If anyone can give me some insight into acute rehab, I would appreciate it! Thanks!
- 2Jan 1 by TheCommuter Senior ModeratorI currently work at a freestanding rehab hospital, but with much higher ratios. On days and nights it's one nurse for every 7 to 11 patients. I work the night shift. Each nurse is paired with a CNA/tech to care for patients as a team. Personally, I wouldn't want to do ADLs or total care on anybody.
You will not lose your technical skills. We start IVs, administer blood products, deal with complicated wounds, tube feedings, TPN, central lines, PICCs, Foley insertions, etc. I doubt you'll get bored because day shift tends to be fast and furious. I will remain on nights because I cannot handle the pace of days.

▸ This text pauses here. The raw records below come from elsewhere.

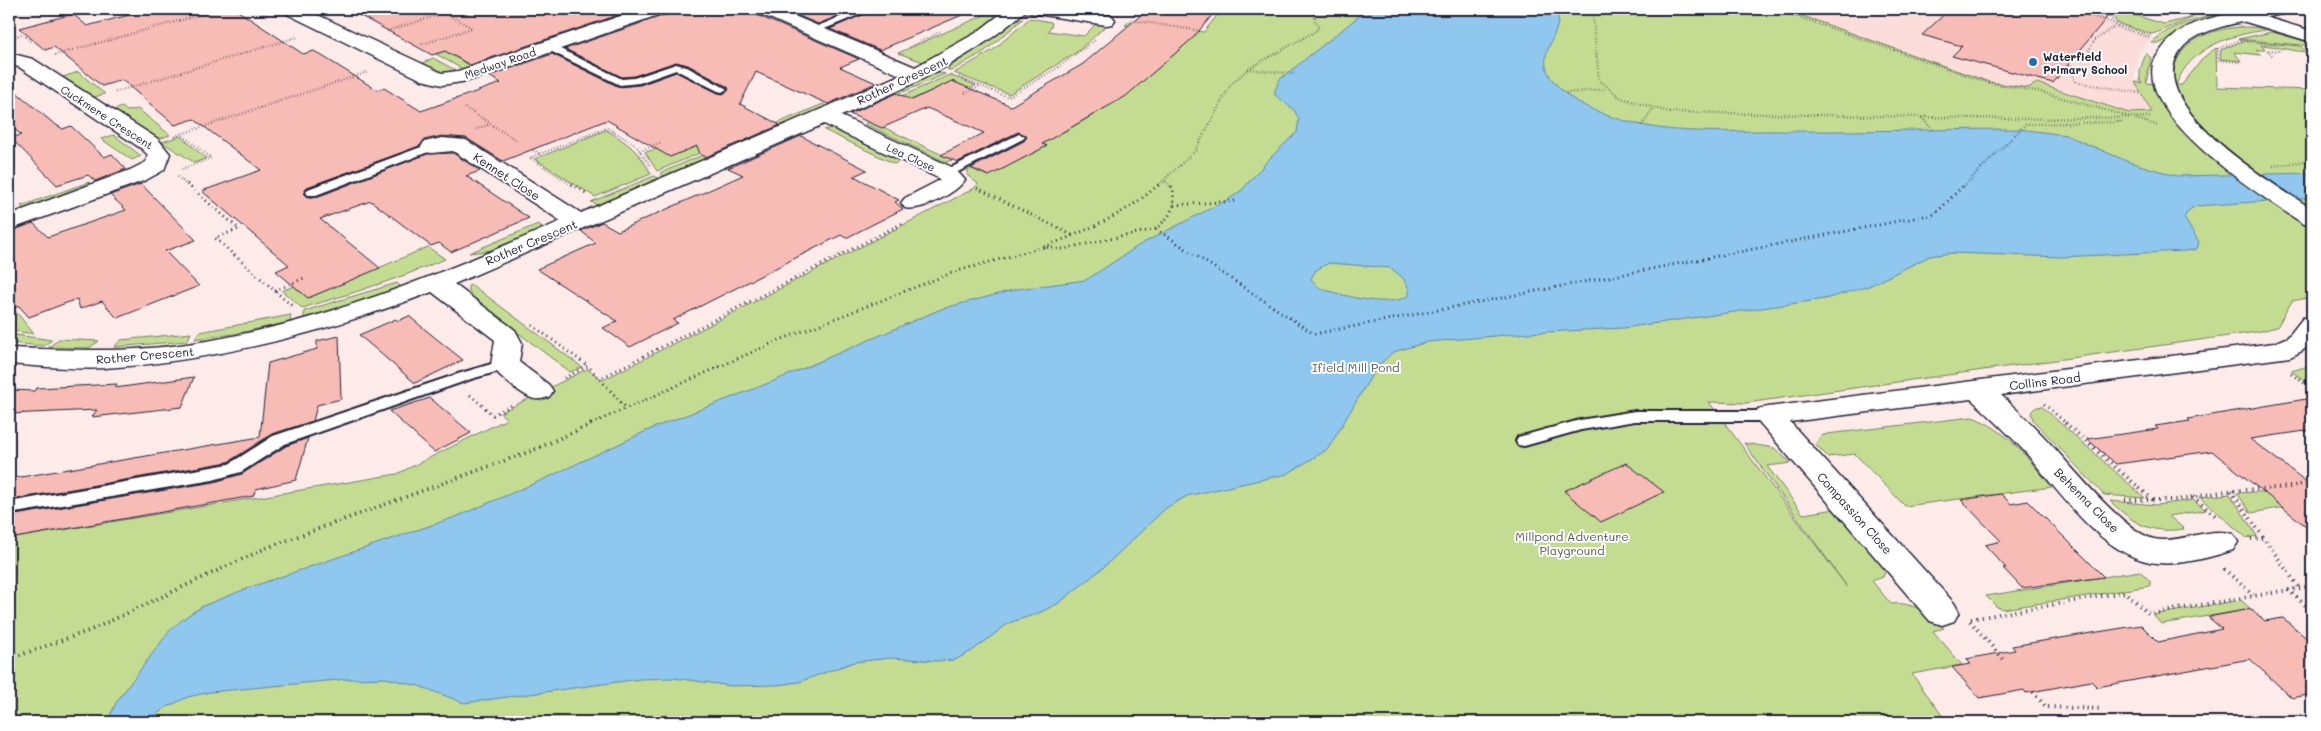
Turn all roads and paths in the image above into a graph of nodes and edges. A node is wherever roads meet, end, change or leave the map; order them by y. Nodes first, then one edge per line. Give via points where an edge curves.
1 (221, 9) edge
2 (290, 9) edge
3 (658, 9) edge
4 (764, 9) edge
5 (868, 9) edge
6 (1018, 9) edge
7 (1031, 9) edge
8 (1312, 9) edge
9 (1592, 9) edge
10 (1758, 9) edge
11 (2070, 9) edge
12 (2106, 9) edge
13 (2280, 9) edge
14 (2245, 16) junction
15 (1106, 20) joint
16 (2114, 23) junction
17 (2280, 29) junction
18 (813, 30) junction
19 (1202, 30) dead end
20 (381, 32) dead end
21 (450, 35) junction
22 (302, 36) dead end
23 (2312, 37) edge
24 (456, 38) dead end
25 (2153, 39) junction
26 (2249, 41) dead end
27 (2149, 44) dead end
28 (416, 46) dead end
29 (548, 46) junction
30 (2211, 48) dead end
31 (17, 61) edge
32 (2240, 62) dead end
33 (1248, 68) junction
34 (371, 71) dead end
35 (1295, 74) dead end
36 (916, 75) junction
37 (981, 86) dead end
38 (2140, 86) dead end
39 (722, 88) dead end
40 (1606, 89) junction
41 (965, 93) dead end
42 (1566, 93) dead end
43 (83, 102) junction
44 (465, 108) dead end
45 (1653, 109) junction
46 (824, 116) junction
47 (2153, 116) dead end
48 (1921, 118) junction
49 (2121, 119) junction
50 (2135, 119) junction
51 (490, 124) dead end
52 (1642, 125) dead end
53 (1933, 130) dead end
54 (1019, 137) dead end
55 (2205, 141) junction
56 (660, 143) dead end
57 (150, 144) junction
58 (432, 147) joint
59 (640, 151) junction
60 (540, 154) dead end
61 (531, 158) dead end
62 (173, 172) dead end
63 (950, 176) junction
64 (1164, 180) junction
65 (669, 182) junction
66 (312, 192) dead end
67 (1235, 201) dead end
68 (1174, 205) junction
69 (912, 211) joint
70 (2308, 216) edge
71 (571, 217) junction
72 (9, 223) edge
73 (1156, 229) junction
74 (1072, 236) junction
75 (1043, 247) junction
76 (304, 278) dead end
77 (435, 282) junction
78 (274, 291) junction
79 (2312, 324) edge
80 (298, 329) junction
81 (9, 356) edge
82 (505, 365) junction
83 (2022, 384) junction
84 (1978, 390) junction
85 (539, 391) dead end
86 (627, 409) junction
87 (1768, 416) junction
88 (1524, 441) dead end
89 (2312, 481) edge
90 (2232, 491) junction
91 (2083, 498) junction
92 (2155, 501) junction
93 (9, 508) edge
94 (2264, 538) junction
95 (2234, 541) joint
96 (2312, 586) edge
97 (2299, 588) junction
98 (2288, 590) junction
99 (2312, 611) edge
100 (1942, 612) dead end
101 (9, 659) edge
102 (2003, 659) dead end
103 (2033, 692) dead end
104 (2103, 709) dead end

1 - 31 path
2 - 29 street, Medway Road via 435,78 461,76
3 - 29 street, Medway Road
4 - 18 street
5 - 18 lane
6 - 36 street, Rother Crescent via 981,38
7 - 15 street
8 - 33 path via 1314,21 1319,26 1316,31
9 - 40 path via 1599,80
10 - 50 path via 1790,14 1986,82 2041,92
11 - 16 path
12 - 16 path
13 - 14 street
14 - 17 street
14 - 55 street via 2190,35 2171,48 2163,59 2160,80 2166,97
15 - 19 path via 1117,18
16 - 25 path via 2155,37
17 - 23 street
17 - 30 path via 2243,35
18 - 36 street
20 - 21 path via 444,13 472,28
21 - 24 path
21 - 28 path
22 - 43 path
25 - 27 path
25 - 38 path via 2115,26 2098,35 2087,47 2083,60 2068,58 2075,82 2144,94
26 - 32 path via 2240,40 2218,49 2218,60
29 - 39 lane via 620,82 635,81 676,68
31 - 43 street, Cuckmere Crescent
33 - 35 path
33 - 64 path via 1227,90 1195,150
34 - 57 path
36 - 46 street, Rother Crescent
37 - 41 path
40 - 42 path
40 - 45 path via 1625,101
43 - 57 street, Cuckmere Crescent
44 - 51 path
45 - 48 path via 1694,114
45 - 52 path
46 - 63 street, Lea Close
46 - 65 street, Rother Crescent
47 - 50 path
48 - 49 path
48 - 53 path
49 - 50 path
49 - 73 path via 2121,122 2026,124 1935,214 1314,334
50 - 55 path
54 - 63 lane
55 - 70 street
56 - 59 path
57 - 72 street, Cuckmere Crescent via 156,148 159,159 149,170
58 - 66 lane
58 - 71 street, Kennet Close via 458,145
59 - 60 path via 607,128
59 - 65 path via 655,174
61 - 71 path via 595,199
62 - 78 path via 238,229 214,238
63 - 69 street, Lea Close via 944,188
63 - 74 path via 1021,208
64 - 68 path via 1173,188
64 - 74 path via 1125,213
65 - 71 street, Rother Crescent
67 - 68 path
68 - 73 path
69 - 86 path via 603,377
71 - 77 street, Rother Crescent
73 - 75 path via 1063,249
74 - 75 path
75 - 86 path via 954,272 775,342
76 - 78 path
77 - 80 street, Rother Crescent via 367,308
77 - 82 street via 510,340
78 - 80 path via 298,312
79 - 83 street, Collins Road via 2298,343 2280,351
80 - 81 street, Rother Crescent via 215,347 143,357 75,360
82 - 85 street
82 - 93 lane via 279,440 235,468
83 - 84 street, Collins Road
83 - 92 path
84 - 87 street, Collins Road
84 - 91 street, Behenna Close via 2036,445
86 - 101 path via 531,451 266,548 91,630
87 - 88 lane via 1635,416 1580,425
87 - 100 street, Compassion Close
89 - 90 path via 2291,487
90 - 92 path
90 - 94 path
91 - 92 path
91 - 95 street, Behenna Close via 2127,539 2149,550
94 - 95 path
94 - 97 path
96 - 97 path
97 - 98 path
98 - 99 path
98 - 102 path via 2149,614 2125,592 1968,619
103 - 104 path via 2046,707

At my workplace nurses do FIMs every shift for the first 72 hours of the patient's stay, then they do a FIM within 24 hours of discharge.
- 3Jan 8 by Boog'sCRRN246Please don't expect inpatient rehab to be a floor with a SLOWER pace. You will not be bored and you will not lose your skills. Inpatient rehab is inpatient for a reason - ideally, the patients are medically stable, but honestly, there has to be a certain amount of medical instability for them to even qualify for admission. They have to have something going on that can't be managed at a lower level of care, like a SNF or home health. So, minus the vents, everything you're already dealing with at the LTACH is what you will be dealing with in inpatient rehab.

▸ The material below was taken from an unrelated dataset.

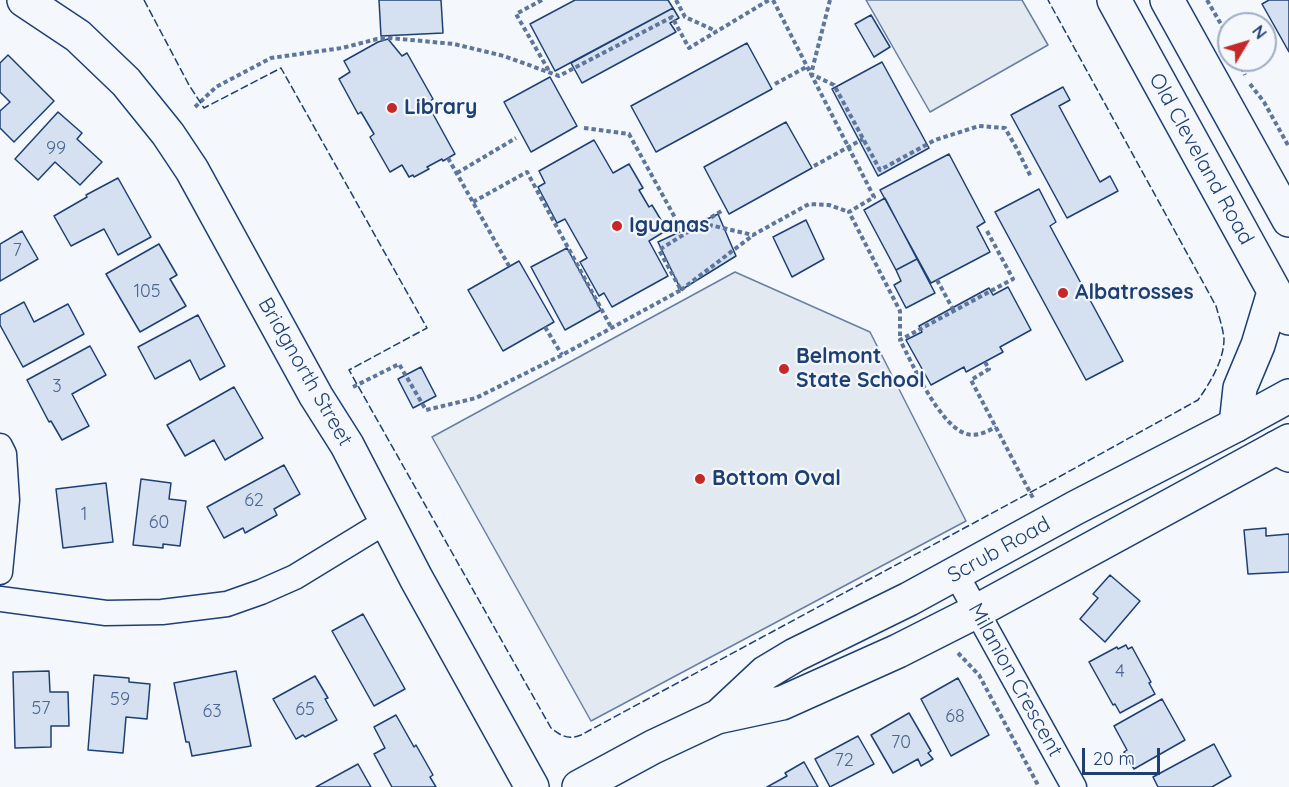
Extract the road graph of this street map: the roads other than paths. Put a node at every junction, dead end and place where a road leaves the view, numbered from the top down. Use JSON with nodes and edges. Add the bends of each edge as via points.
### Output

Four to six patients is an appropriate nurse/patient ratio for day shift. I'm sure you're familiar with not only having to manage physician's demands, but therapists as well. As far as ADLs, when those are not being performed with OT, it is the nursing staff's responsibility. When I was on the floor, the CNAs normally did morning ADLs while the RNs passed morning meds and assisted as needed. Hopefully you will not ever be expected to perform primary nursing on a rehab unit. It's just not possible, nor is it safe, especially with patients who are max-total A x2-3 for transfers.
And finally, FIM scores. FIM scores are the bread and butter of inpatient rehab. It is how the unit/facility gets paid. Patients have to demonstrate functional gains that are quantified by FIM scores. On my unit, if nursing staff showers a patient, then nursing staff are the ones to do that FIM for that shift. Nursing did FIMs every shift, although, like The Commuter mentioned, the only ones that count to show gains are the first 72 hours and the last 24 hours.

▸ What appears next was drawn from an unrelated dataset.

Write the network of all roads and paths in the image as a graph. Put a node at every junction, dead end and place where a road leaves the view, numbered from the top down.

There is so much more to a day on rehab, but I'm sure you don't want to read a novel. Good luck!
- 1Sep 2 by WittySarcasmI agree with everything BoogsCRRN said. You won't loose skills. On my rehab unit we give blood, deal with complex wounds, have feeding tubes, PICCS, start IVs, turn q2 hours.
Though it sucks sometimes we get stuck with primary care nursing which makes it for a busy day. But almost everyone is either a max assist, if not then we have a rule that no one can walk without a staff member. This is because you're probably too weak to walk. Or too high of a fall risk, there's a reason you're at rehab.
Fims is important because that is how the unit gets paid by insurance. You have to show some how these patients are getting better. They are easy, our unit only does the pressure sores, bowel and bladder parts. The rest is for the different therapies.